Mubarak Hamed, a naturalized citizen from Sudan, admited last Friday he sent over $1 million to Iraq in violated of U.S. sanctions. He and others involved spent years denying allegations, though. He is the third person to have plead guilty in the case. Two more remain to be tried, including former U.S. congressman Mark Deli Siljander.
Hamed served as executive director of the now-defunct Islamic American Relief Agency-USA from 1991 until October 2004, when federal agents raided the charity’s Columbia offices and carted off truckloads of documents and computers.The same day, the U.S. Treasury Department froze the charity’s assets and said it was part of a global network of similarly named charities that supported terrorists, including Osama bin Laden, al-Qaida, the Taliban and Hamas.
In pleading guilty, Hamed also admitted to a long string of facts in his plea agreement, many of which he and others had spent years denying.
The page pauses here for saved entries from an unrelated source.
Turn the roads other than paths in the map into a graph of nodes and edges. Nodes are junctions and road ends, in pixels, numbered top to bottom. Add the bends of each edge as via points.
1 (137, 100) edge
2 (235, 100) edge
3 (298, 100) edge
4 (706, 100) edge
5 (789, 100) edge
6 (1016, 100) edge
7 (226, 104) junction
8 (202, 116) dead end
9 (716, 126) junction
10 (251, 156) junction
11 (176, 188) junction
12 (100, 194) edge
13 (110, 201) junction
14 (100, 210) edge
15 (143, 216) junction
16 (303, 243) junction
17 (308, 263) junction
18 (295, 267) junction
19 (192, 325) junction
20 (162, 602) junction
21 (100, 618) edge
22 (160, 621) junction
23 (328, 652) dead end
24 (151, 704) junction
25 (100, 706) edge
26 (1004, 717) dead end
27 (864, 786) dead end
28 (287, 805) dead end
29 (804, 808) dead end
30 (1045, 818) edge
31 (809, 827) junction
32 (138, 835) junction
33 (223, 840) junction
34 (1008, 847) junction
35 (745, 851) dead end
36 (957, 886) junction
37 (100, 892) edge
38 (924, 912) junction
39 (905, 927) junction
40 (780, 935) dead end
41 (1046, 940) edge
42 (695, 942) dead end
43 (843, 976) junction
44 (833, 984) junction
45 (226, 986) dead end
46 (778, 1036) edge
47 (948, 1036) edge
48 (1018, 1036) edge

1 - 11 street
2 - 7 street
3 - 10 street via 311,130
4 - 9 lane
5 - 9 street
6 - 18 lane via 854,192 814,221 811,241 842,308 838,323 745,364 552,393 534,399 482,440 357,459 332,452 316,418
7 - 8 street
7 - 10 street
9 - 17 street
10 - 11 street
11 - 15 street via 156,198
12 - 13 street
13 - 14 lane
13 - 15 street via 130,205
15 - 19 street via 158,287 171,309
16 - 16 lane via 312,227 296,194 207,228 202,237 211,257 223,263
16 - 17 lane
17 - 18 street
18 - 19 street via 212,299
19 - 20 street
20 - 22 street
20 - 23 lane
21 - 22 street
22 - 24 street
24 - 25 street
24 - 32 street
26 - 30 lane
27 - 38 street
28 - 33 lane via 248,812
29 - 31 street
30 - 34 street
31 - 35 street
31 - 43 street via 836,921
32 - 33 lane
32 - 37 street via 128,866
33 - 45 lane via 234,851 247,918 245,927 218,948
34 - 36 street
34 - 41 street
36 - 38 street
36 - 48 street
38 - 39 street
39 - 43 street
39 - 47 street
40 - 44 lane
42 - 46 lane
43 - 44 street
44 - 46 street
After contending that his charity was an entirely independent organization, he acknowledged Friday that it was part of an international organization headquartered in Khartoum, Sudan, that also used the initials IARA.
The African charity, according to federal officials, had frequent contact with the worst players in international terrorism.
...Siljander is accused of taking $75,000 from IARA to help the charity have its name removed from a U.S. Senate Finance Committee list of organizations that allegedly supported terrorism. Prosecutors contend the money had been stolen from a U.S. Agency for International Development grant that IARA was supposed to have used for relief projects in the African nation of Mali.